Additionally, Vertigo released in September 2013 an original graphic novel called The Unwritten: Tommy Taylor and the Ship that Sank Twice (hardcover, ISBN 1-4012-2976-X), a standalone story about the origin of Tommy Taylor and his powers.

The story of Tommy Taylor continues in the 12 issue series (also titled Volume 2) of The Unwritten: Apocalypse, started in January 2014 (compiled in collected Volumes 10 and 11).

The Unwritten was partially released in deluxe hardcover editions. Compendium One was released in 2023 collecting half the series. Compendium Two was released on September 2026.

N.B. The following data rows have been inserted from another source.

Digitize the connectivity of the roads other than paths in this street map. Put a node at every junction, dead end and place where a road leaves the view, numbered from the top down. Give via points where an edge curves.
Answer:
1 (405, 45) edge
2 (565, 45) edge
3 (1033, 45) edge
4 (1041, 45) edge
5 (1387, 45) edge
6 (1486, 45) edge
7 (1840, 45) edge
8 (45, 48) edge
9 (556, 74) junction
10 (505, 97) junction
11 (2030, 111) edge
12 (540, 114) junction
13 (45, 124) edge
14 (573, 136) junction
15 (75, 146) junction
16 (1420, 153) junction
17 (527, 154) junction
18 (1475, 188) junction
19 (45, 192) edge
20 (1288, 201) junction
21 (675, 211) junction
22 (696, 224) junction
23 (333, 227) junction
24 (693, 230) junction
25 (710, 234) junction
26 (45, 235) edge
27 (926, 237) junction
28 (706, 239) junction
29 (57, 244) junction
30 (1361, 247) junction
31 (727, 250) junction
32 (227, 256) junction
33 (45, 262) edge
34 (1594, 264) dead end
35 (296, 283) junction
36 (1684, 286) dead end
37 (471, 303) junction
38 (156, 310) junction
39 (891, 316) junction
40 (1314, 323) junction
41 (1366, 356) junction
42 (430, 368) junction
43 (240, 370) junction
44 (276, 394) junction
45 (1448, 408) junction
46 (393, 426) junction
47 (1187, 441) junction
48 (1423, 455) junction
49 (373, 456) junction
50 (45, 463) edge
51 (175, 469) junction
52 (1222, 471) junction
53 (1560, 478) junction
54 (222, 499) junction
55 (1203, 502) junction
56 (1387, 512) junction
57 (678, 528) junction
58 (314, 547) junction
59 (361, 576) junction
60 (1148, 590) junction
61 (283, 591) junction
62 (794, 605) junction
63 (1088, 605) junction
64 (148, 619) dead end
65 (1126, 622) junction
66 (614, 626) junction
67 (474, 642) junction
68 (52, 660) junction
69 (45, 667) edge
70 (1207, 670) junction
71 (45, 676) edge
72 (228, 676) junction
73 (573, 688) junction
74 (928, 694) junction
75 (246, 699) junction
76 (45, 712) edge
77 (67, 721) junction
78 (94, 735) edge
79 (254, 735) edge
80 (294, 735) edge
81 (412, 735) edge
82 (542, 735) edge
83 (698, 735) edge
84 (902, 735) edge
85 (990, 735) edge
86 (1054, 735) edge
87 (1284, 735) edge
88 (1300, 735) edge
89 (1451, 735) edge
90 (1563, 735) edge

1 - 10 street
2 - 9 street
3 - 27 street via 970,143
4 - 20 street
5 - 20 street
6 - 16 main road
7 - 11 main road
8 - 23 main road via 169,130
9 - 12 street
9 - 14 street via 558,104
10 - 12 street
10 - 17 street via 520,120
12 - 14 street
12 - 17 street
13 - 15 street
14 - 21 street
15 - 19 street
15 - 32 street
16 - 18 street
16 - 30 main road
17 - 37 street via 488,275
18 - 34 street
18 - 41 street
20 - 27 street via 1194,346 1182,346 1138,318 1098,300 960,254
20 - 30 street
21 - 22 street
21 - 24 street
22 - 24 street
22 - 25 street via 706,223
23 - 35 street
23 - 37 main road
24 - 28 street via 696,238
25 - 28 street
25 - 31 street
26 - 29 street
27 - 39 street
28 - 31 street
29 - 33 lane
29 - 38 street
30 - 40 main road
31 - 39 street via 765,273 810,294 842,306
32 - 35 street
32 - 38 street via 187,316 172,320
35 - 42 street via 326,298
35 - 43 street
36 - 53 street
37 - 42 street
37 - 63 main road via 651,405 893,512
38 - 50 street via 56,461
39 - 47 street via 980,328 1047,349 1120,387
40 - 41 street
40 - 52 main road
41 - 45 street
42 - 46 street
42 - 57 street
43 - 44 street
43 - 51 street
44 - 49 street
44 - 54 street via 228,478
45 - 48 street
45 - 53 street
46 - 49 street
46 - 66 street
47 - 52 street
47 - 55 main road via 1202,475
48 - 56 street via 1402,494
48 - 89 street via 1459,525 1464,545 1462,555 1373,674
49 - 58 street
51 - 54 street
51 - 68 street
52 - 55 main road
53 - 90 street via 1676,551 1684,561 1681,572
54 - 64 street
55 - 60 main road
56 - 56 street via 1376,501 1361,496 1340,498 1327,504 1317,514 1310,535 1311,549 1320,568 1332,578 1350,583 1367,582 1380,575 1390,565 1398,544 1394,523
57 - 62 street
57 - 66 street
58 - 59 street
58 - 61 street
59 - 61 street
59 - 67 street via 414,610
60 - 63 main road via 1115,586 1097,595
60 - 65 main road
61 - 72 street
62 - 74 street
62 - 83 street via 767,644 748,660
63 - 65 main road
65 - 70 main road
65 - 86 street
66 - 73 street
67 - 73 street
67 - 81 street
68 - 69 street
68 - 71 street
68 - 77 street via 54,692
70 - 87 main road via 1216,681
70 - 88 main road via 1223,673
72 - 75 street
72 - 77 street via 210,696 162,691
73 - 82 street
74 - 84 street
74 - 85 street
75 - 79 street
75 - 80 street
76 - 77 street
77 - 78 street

The Unwritten Deluxe & Compendium Editions
| # | Title | ISBN | Release date | Collected material |
|---|---|---|---|---|
| 1 | The Unwritten: The Deluxe Edition Book One | ISBN 1-4012-6543-X | December 14, 2016 | #1–12 |
| 2 | The Unwritten: The Deluxe Edition Book Two | ISBN 1-4012-7506-0 | December 27, 2017 | #13–24 |
| 1 | The Unwritten: Compendium One | ISBN 978-1779521750 | June 20, 2023 | #1-30 & The Unwritten: Tommy Taylor and the Ship that Sank Twice |
| 2 | The Unwritten: Compendium Two | ISBN 978-1799509158 | September 15, 2026 | #31, #31.5, #32, #32.5, #33, #33.5, #34, #34.5, #35, #35.5, #36-54, and The Unwritten: Apocalypse #1-12 |

==Reception==
IGN gave the first three issues 8.5, 9.0 and 9.0 out of 10, respectively.